- TASK DIRECTIONS -
Whatever appears in the records apart from pictures must be reproduced exactly.

=== Begin Enclosure ===

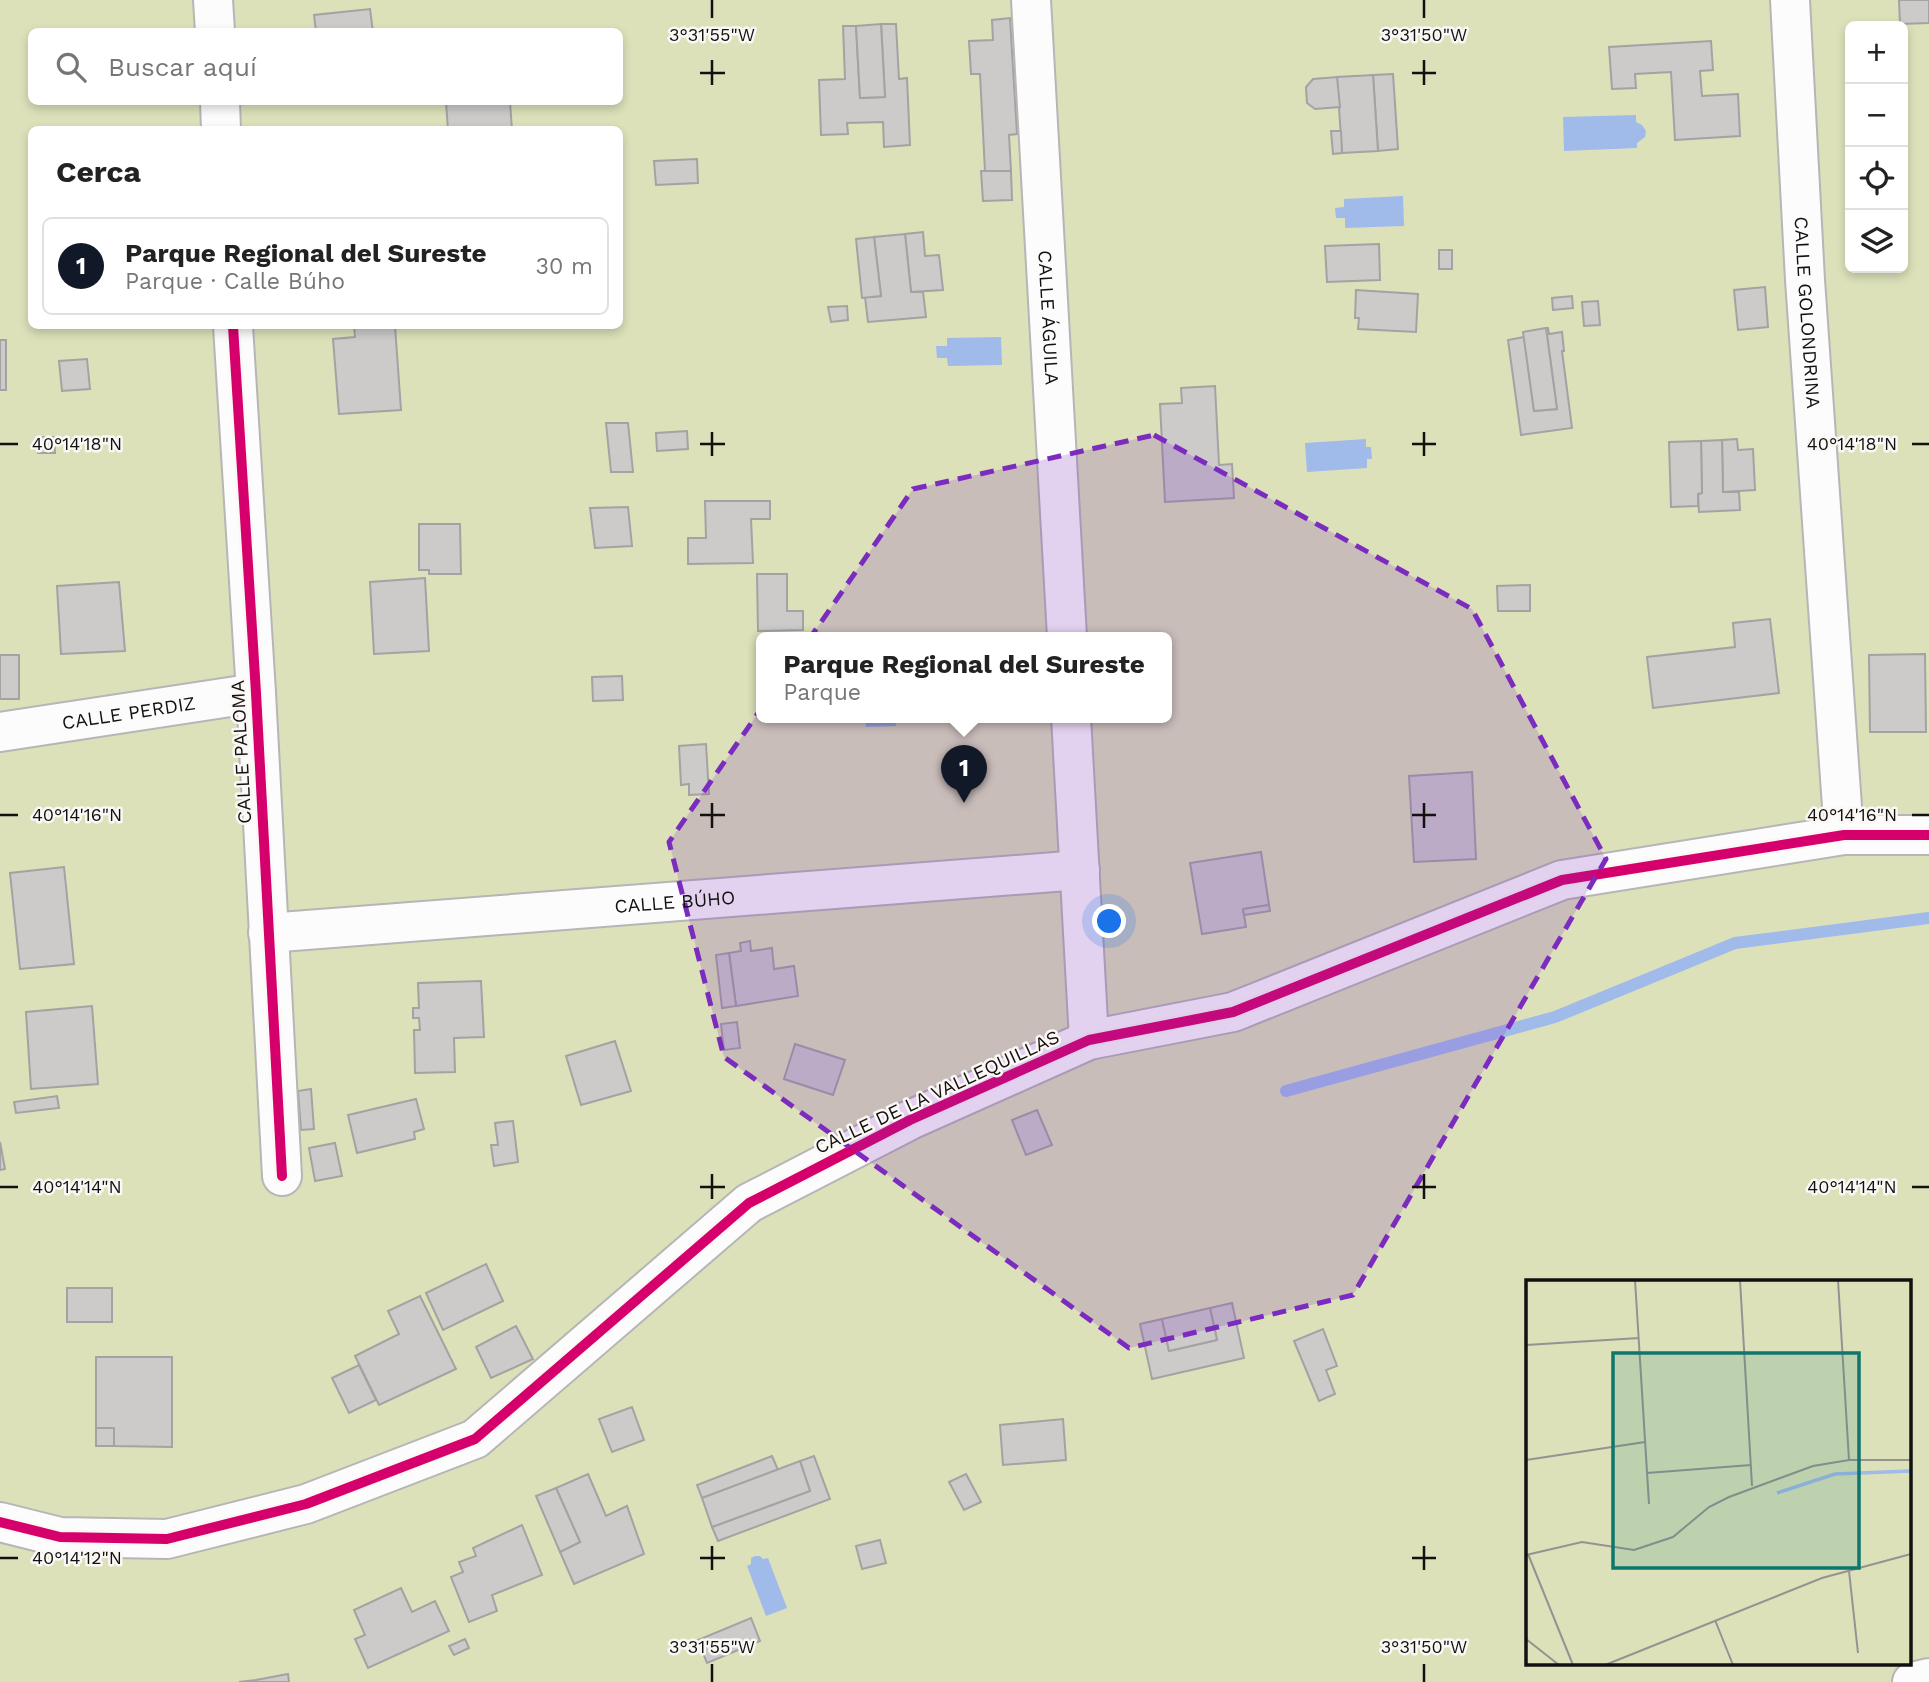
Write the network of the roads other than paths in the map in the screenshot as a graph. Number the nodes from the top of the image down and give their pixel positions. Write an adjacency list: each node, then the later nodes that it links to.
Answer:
1 (213, 0): 4 (street)
2 (1031, 0): 8 (street, CALLE ÁGUILA)
3 (1790, 0): 12 (street, CALLE GOLONDRINA)
4 (215, 28)
5 (220, 105): 6 (street)
6 (221, 126)
7 (233, 329): 9 (street, CALLE PALOMA)
8 (1067, 632)
9 (256, 694): 11 (street, CALLE PERDIZ); 15 (street, CALLE PALOMA)
10 (1071, 723): 14 (street)
11 (0, 732)
12 (1844, 835): 13 (street, CALLE DE LA VALLEQUILLAS); 16 (street, CALLE DE LA VALLEQUILLAS)
13 (1929, 835)
14 (1080, 870): 15 (street, CALLE BÚHO); 16 (street)
15 (268, 933): 17 (street, CALLE PALOMA)
16 (1089, 1040): 18 (street, CALLE DE LA VALLEQUILLAS)
17 (282, 1176)
18 (0, 1522)
19 (1929, 1678): 20 (street)
20 (1912, 1682)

=== End Enclosure ===

- OUTPUT OF THE TASK -
Write the network of the roads other than paths in the map in the screenshot as a graph. Number the nodes from the top of the image down and give their pixel positions. Write an adjacency list: each node, then the later nodes that it links to.
Answer:
1 (213, 0): 4 (street)
2 (1031, 0): 8 (street, CALLE ÁGUILA)
3 (1790, 0): 12 (street, CALLE GOLONDRINA)
4 (215, 28)
5 (220, 105): 6 (street)
6 (221, 126)
7 (233, 329): 9 (street, CALLE PALOMA)
8 (1067, 632)
9 (256, 694): 11 (street, CALLE PERDIZ); 15 (street, CALLE PALOMA)
10 (1071, 723): 14 (street)
11 (0, 732)
12 (1844, 835): 13 (street, CALLE DE LA VALLEQUILLAS); 16 (street, CALLE DE LA VALLEQUILLAS)
13 (1929, 835)
14 (1080, 870): 15 (street, CALLE BÚHO); 16 (street)
15 (268, 933): 17 (street, CALLE PALOMA)
16 (1089, 1040): 18 (street, CALLE DE LA VALLEQUILLAS)
17 (282, 1176)
18 (0, 1522)
19 (1929, 1678): 20 (street)
20 (1912, 1682)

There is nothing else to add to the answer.